Eventually, leading Japanese intellectuals and government officials in the 1880s and 1890s began to support the idea of winning control over neighboring regions. Three factors were responsible for this drive: a nationalist desire for equality, desire for access to the raw materials and markets of East Asia (which could be lost if a Western power gained control of the regions first), and other strategic goals, and Japan eventually aimed to bring China and Korea under its control.[3]

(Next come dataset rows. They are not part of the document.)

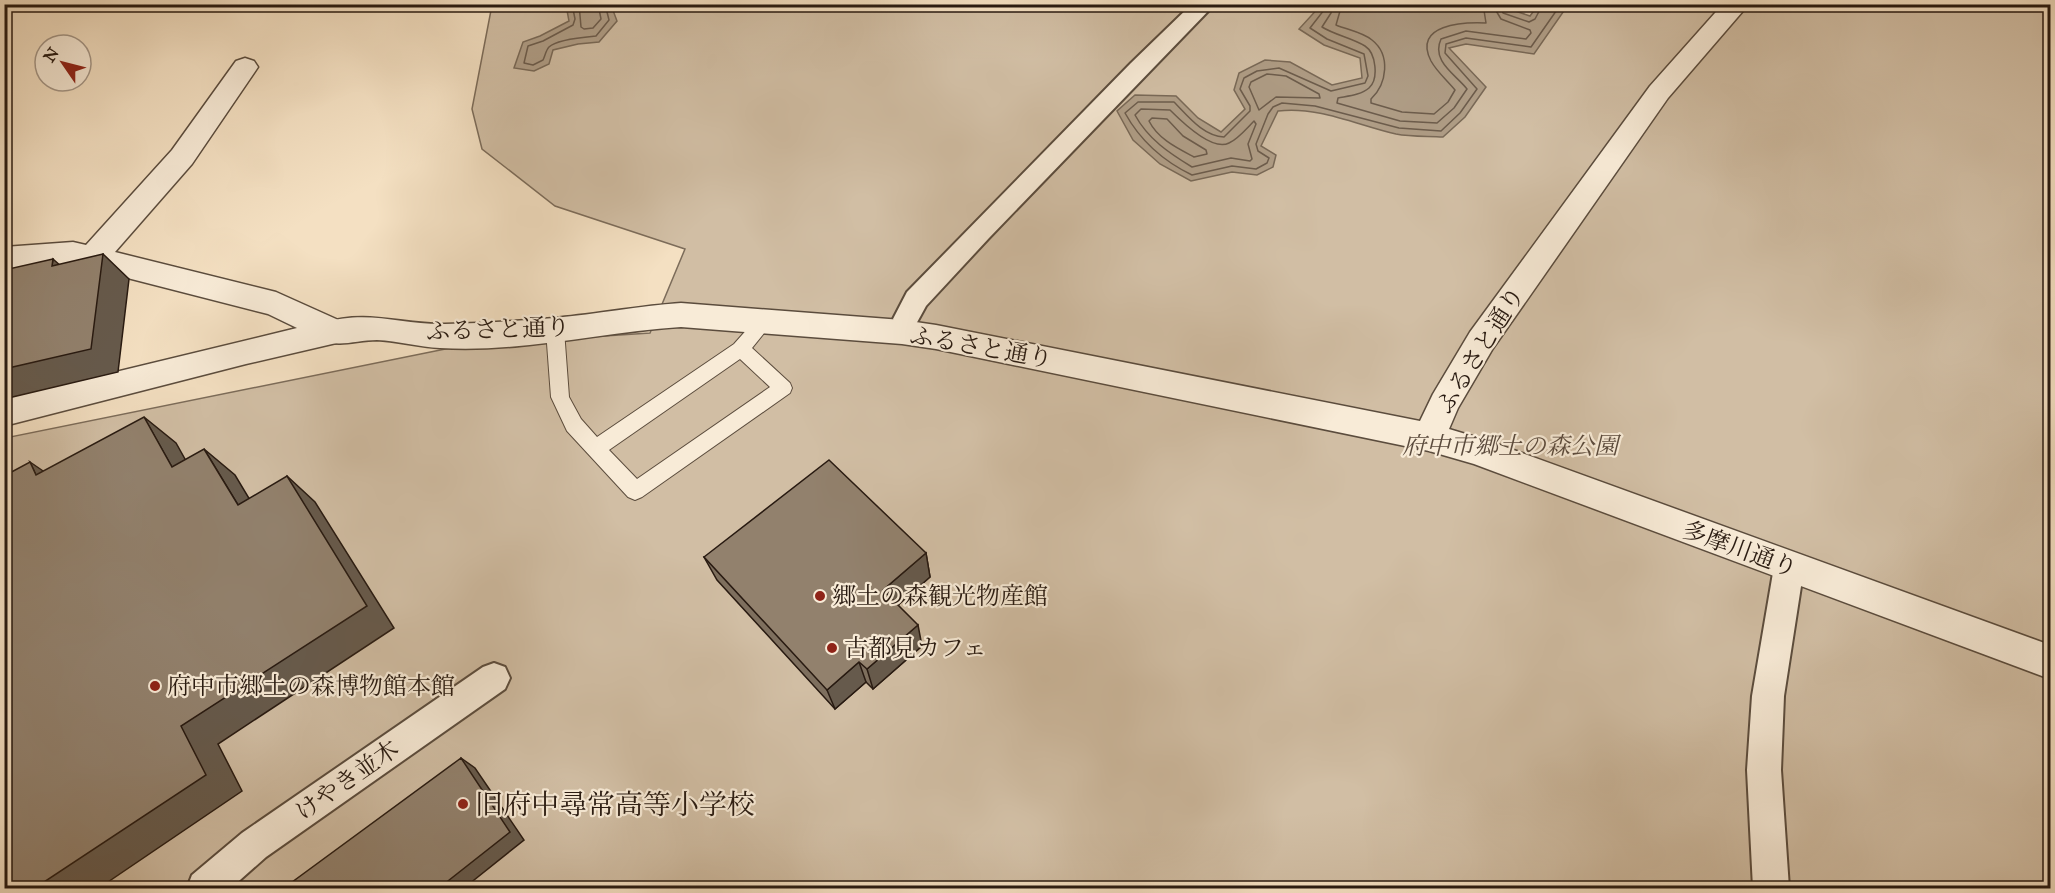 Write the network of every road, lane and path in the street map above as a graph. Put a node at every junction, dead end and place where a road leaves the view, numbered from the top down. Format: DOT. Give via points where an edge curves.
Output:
graph roads {
  1 [pos="1204,4"];
  2 [pos="1737,4"];
  3 [pos="245,67"];
  4 [pos="93,257"];
  5 [pos="4,258"];
  6 [pos="906,319"];
  7 [pos="764,321"];
  8 [pos="555,330"];
  9 [pos="334,332"];
  10 [pos="741,349"];
  11 [pos="4,413"];
  12 [pos="1429,436"];
  13 [pos="596,448"];
  14 [pos="1789,567"];
  15 [pos="2050,663"];
  16 [pos="494,678"];
  17 [pos="205,888"];
  18 [pos="1771,888"];
  1 -- 6 [label="street" via="980,231 916,299"];
  2 -- 12 [label="street, ふるさと通り" via="1659,92 1515,293 1481,341"];
  3 -- 4 [label="street" via="182,158"];
  4 -- 5 [label="street" via="72,253"];
  4 -- 9 [label="street" via="276,304"];
  7 -- 8 [label="street, ふるさと通り" via="681,315"];
  7 -- 10 [label="lane"];
  7 -- 12 [label="street, ふるさと通り" via="936,337"];
  8 -- 9 [label="street, ふるさと通り" via="441,336 376,328"];
  8 -- 13 [label="lane" via="560,397 574,425"];
  9 -- 11 [label="street, ふるさと通り"];
  10 -- 13 [label="lane"];
  10 -- 13 [label="lane" via="783,388 635,491"];
  12 -- 14 [label="street, 多摩川通り"];
  14 -- 15 [label="street, 多摩川通り"];
  14 -- 18 [label="street" via="1768,696 1764,770"];
  16 -- 17 [label="street, けやき並木" via="254,844"];
} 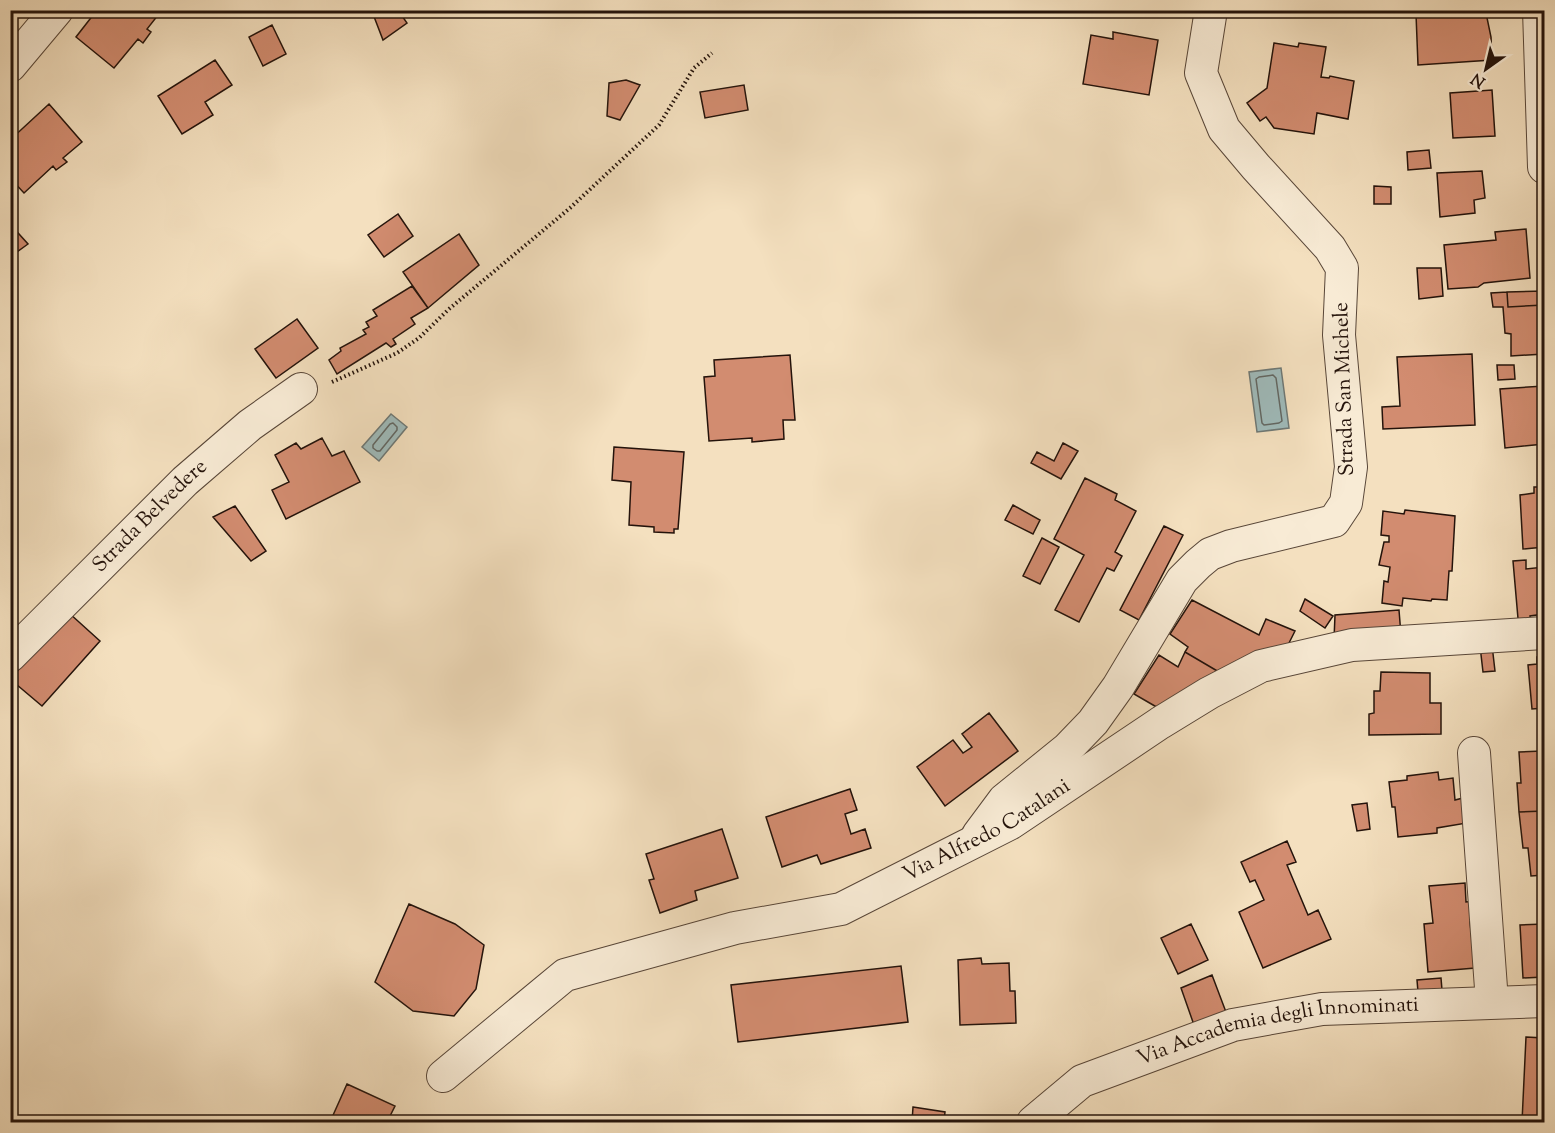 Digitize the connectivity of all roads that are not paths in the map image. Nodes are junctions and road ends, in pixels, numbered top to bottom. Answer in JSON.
{"nodes":[{"id":1,"x":57,"y":10,"type":"edge"},
{"id":2,"x":1211,"y":10,"type":"edge"},
{"id":3,"x":1539,"y":10,"type":"edge"},
{"id":4,"x":10,"y":66,"type":"edge"},
{"id":5,"x":1545,"y":166,"type":"edge"},
{"id":6,"x":302,"y":389,"type":"road end"},
{"id":7,"x":1545,"y":633,"type":"edge"},
{"id":8,"x":10,"y":656,"type":"edge"},
{"id":9,"x":1474,"y":753,"type":"dead end"},
{"id":10,"x":972,"y":843,"type":"junction"},
{"id":11,"x":1545,"y":1001,"type":"edge"},
{"id":12,"x":1492,"y":1002,"type":"junction"},
{"id":13,"x":443,"y":1076,"type":"dead end"},
{"id":14,"x":1035,"y":1121,"type":"edge"}],
"edges":[{"from":1,"to":4,"type":"street"},
{"from":2,"to":10,"type":"street","name":"Strada San Michele"},
{"from":3,"to":5,"type":"street"},
{"from":6,"to":8,"type":"street","name":"Strada Belvedere"},
{"from":7,"to":10,"type":"street","name":"Via Alfredo Catalani"},
{"from":9,"to":12,"type":"street"},
{"from":10,"to":13,"type":"street","name":"Via Alfredo Catalani"},
{"from":11,"to":12,"type":"street","name":"Via Accademia degli Innominati"},
{"from":12,"to":14,"type":"street","name":"Via Accademia degli Innominati"}]} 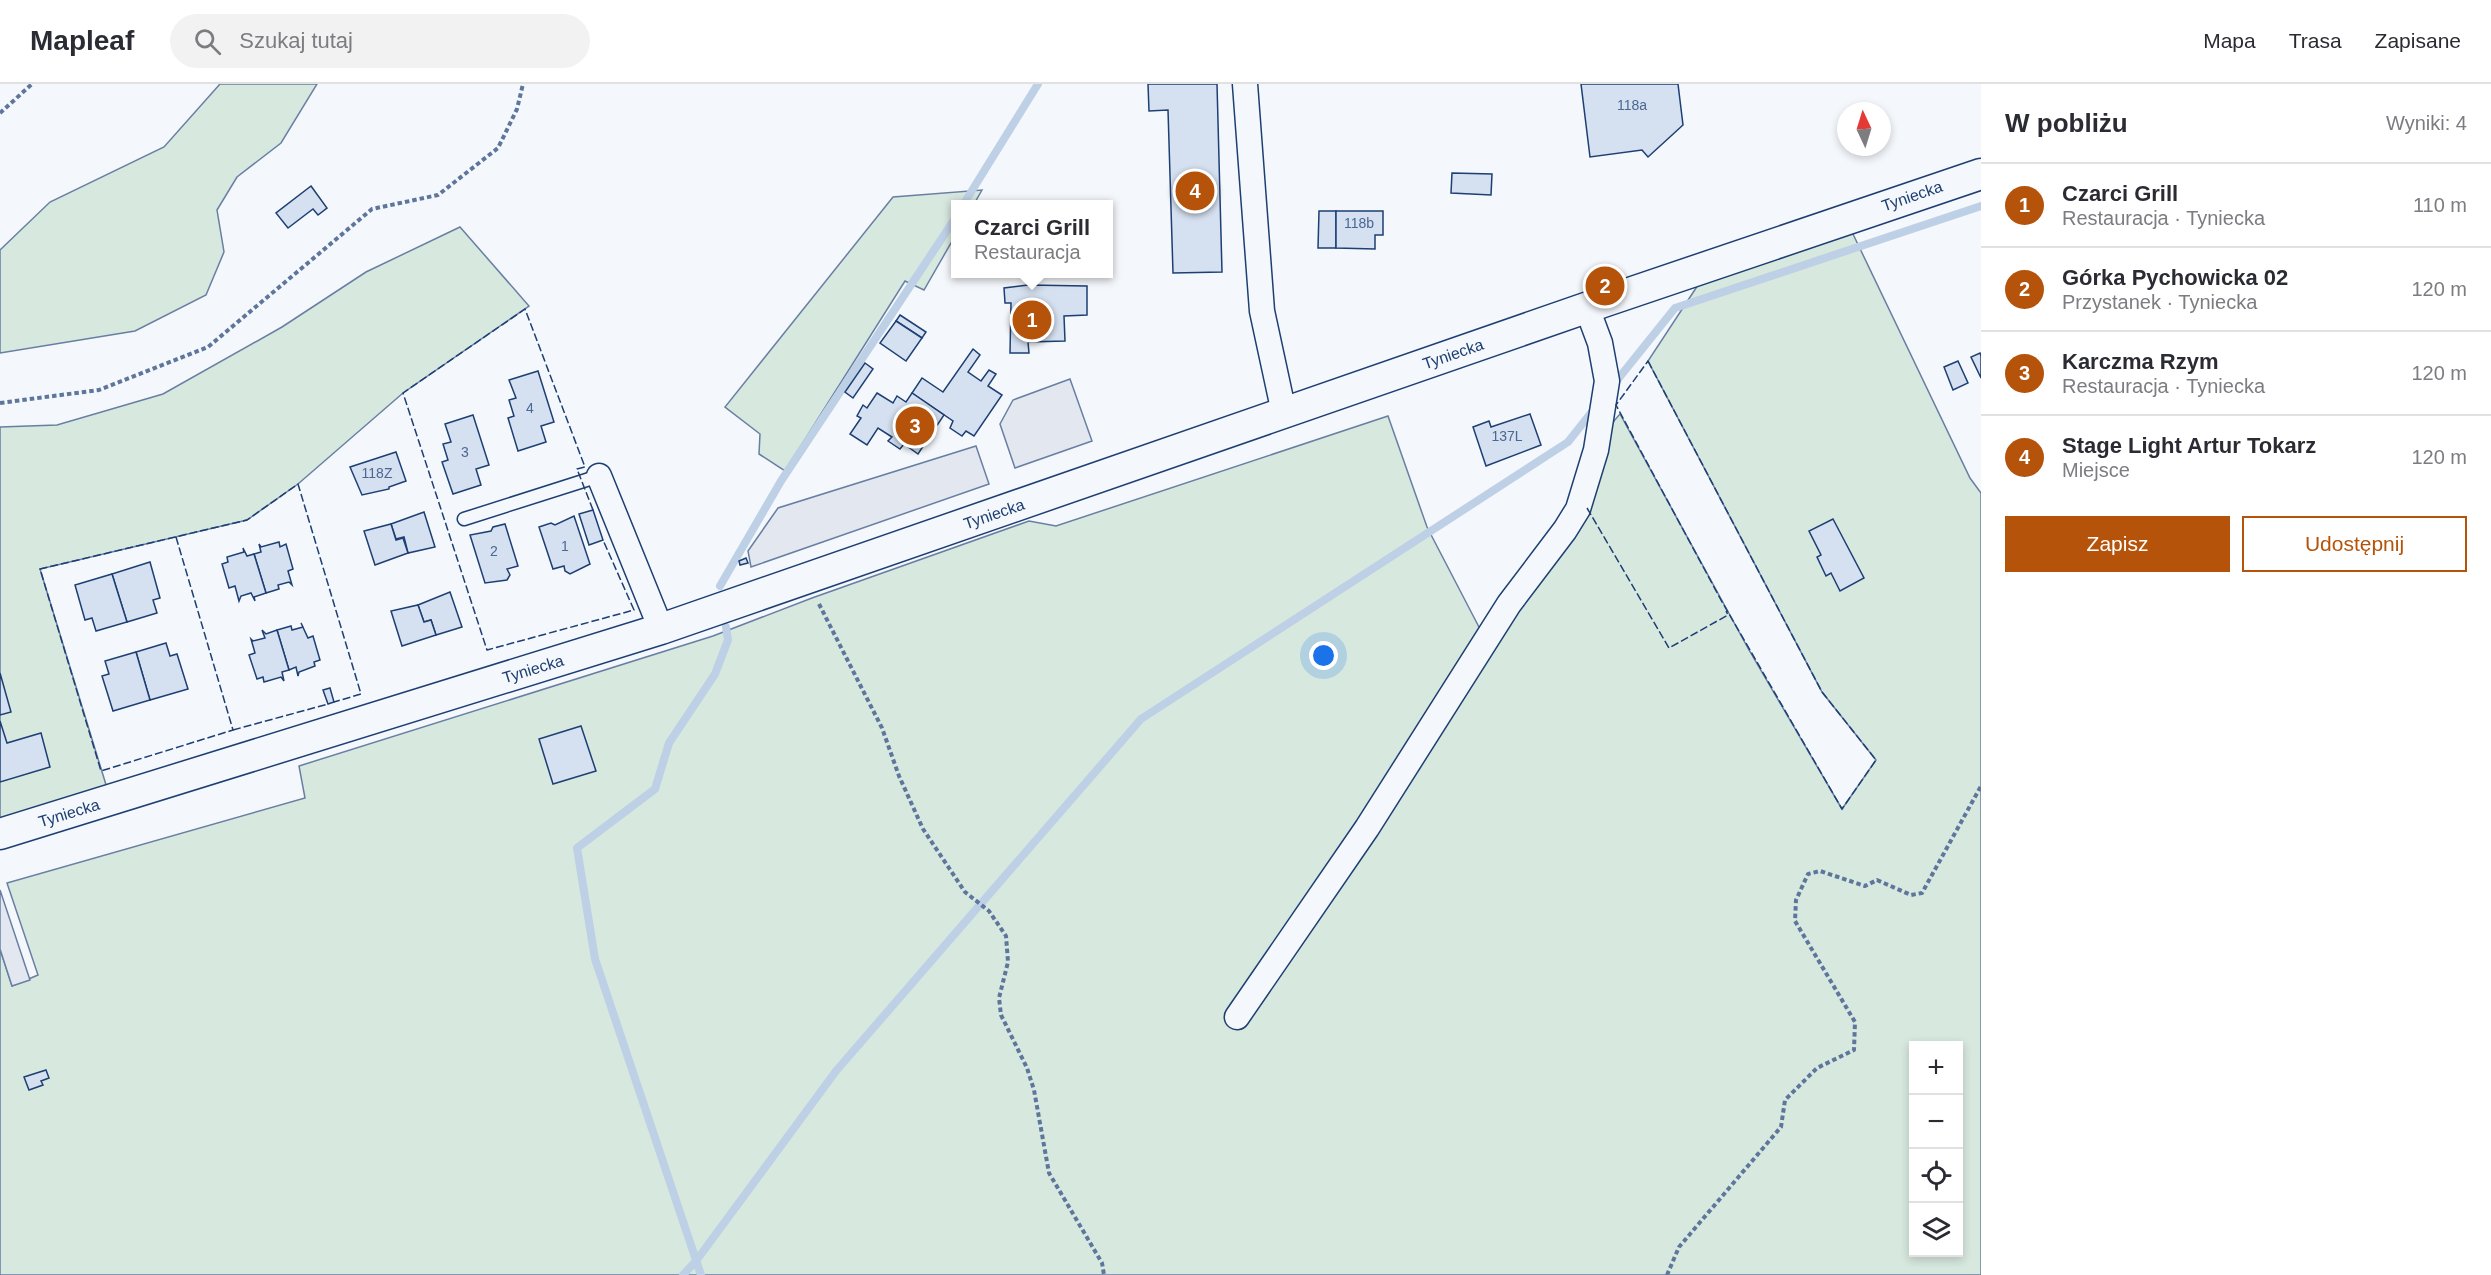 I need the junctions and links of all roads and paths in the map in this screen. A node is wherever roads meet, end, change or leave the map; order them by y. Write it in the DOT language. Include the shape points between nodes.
graph roads {
  1 [pos="32,84"];
  2 [pos="523,84"];
  3 [pos="1245,84"];
  4 [pos="0,113"];
  5 [pos="1981,174"];
  6 [pos="1587,308"];
  7 [pos="0,403"];
  8 [pos="1284,413"];
  9 [pos="599,476"];
  10 [pos="464,519"];
  11 [pos="806,580"];
  12 [pos="661,629"];
  13 [pos="1981,786"];
  14 [pos="0,834"];
  15 [pos="1237,1017"];
  16 [pos="1104,1275"];
  17 [pos="1667,1275"];
  1 -- 4 [label="path"];
  2 -- 7 [label="path" via="517,109 498,148 438,195 372,209 208,347 99,390"];
  3 -- 8 [label="street" via="1262,310"];
  5 -- 6 [label="street, Tyniecka"];
  6 -- 8 [label="street, Tyniecka"];
  6 -- 15 [label="street" via="1600,344 1607,381 1596,450 1578,509 1509,604 1373,819"];
  8 -- 11 [label="street, Tyniecka"];
  9 -- 10 [label="lane"];
  9 -- 12 [label="street"];
  11 -- 12 [label="street, Tyniecka"];
  11 -- 16 [label="path" via="882,728 922,829 965,891 989,911 1006,936 1008,962 999,998 1000,1015 1034,1090 1048,1173 1102,1263"];
  12 -- 14 [label="street, Tyniecka"];
  13 -- 17 [label="path" via="1922,893 1911,895 1877,880 1865,886 1820,871 1808,874 1796,900 1795,921 1855,1022 1854,1050 1816,1068 1785,1100 1781,1127 1679,1247"];
}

In the nineteenth century, Western powers had saddled non-Western states with a variety of unequal arrangements, from fixed tariffs and extraterritoriality to formal colonization. In the case of Japan, a treaty was signed between Japan and the U.S., which Japanese nationalists protested as being disadvantageous to Japan. Leading their list of goals was the need to strengthen the military in order to withstand future Western impositions. They studied the organizations and techniques of Western governments and militaries, and they modeled their own institutions on them. Thus the Meiji government was born in an imperialistic milieu, and their primary models were the world's leading imperialistic states.[3] According to Encyclopedia Britannica, "Achieving equality with the West was one of the primary goals of the Meiji leaders."[4] According to Peter J. Seybolt of the Center for Asian Studies at the University of Vermont, "In the 19th century, Britain, the United States and France, soon followed by Russia, Germany and other Western nations, forcefully 'opened' a reluctant East Asia to Western trade and religious proselytizing by imposing a series of 'unequal treaties'" and, after a period of internal turmoil, "the Japanese united as a nation determined to learn from the West techniques for 'strengthening the army and enriching the country.'"[1] According to Seybolt:
Within a remarkably short time the Japanese had acquired the power to compete with the West on its own terms, whereupon they took the initiative to "open" Korea, the most conservative of the three East Asian nations, and join Western nations in imposing unequal treaties on it. In 1894-95 Japan defeated China in a war to determine control of Korea, and a decade later it decisively defeated Russia in a war over exploitation rights in Korea and Manchuria in northeastern China. [...] Chinese historians estimate that more than 20 million of their compatriots died as a direct result of the war, and uncounted millions of others were injured. In the most notorious single incident of the war an estimated 150,000 to 350,000 Chinese men, women, and children were slaughtered in a frenzy of indiscriminate killing by Japanese troops when they entered Nanjing, then the capital of the Republic of China. The infamous Nanjing massacre was a calculated attempt by local Japanese commanders to terrorize the Chinese into capitulating. The effect was the opposite. Chinese resistance stiffened, and memories of the atrocity are still fresh.[1]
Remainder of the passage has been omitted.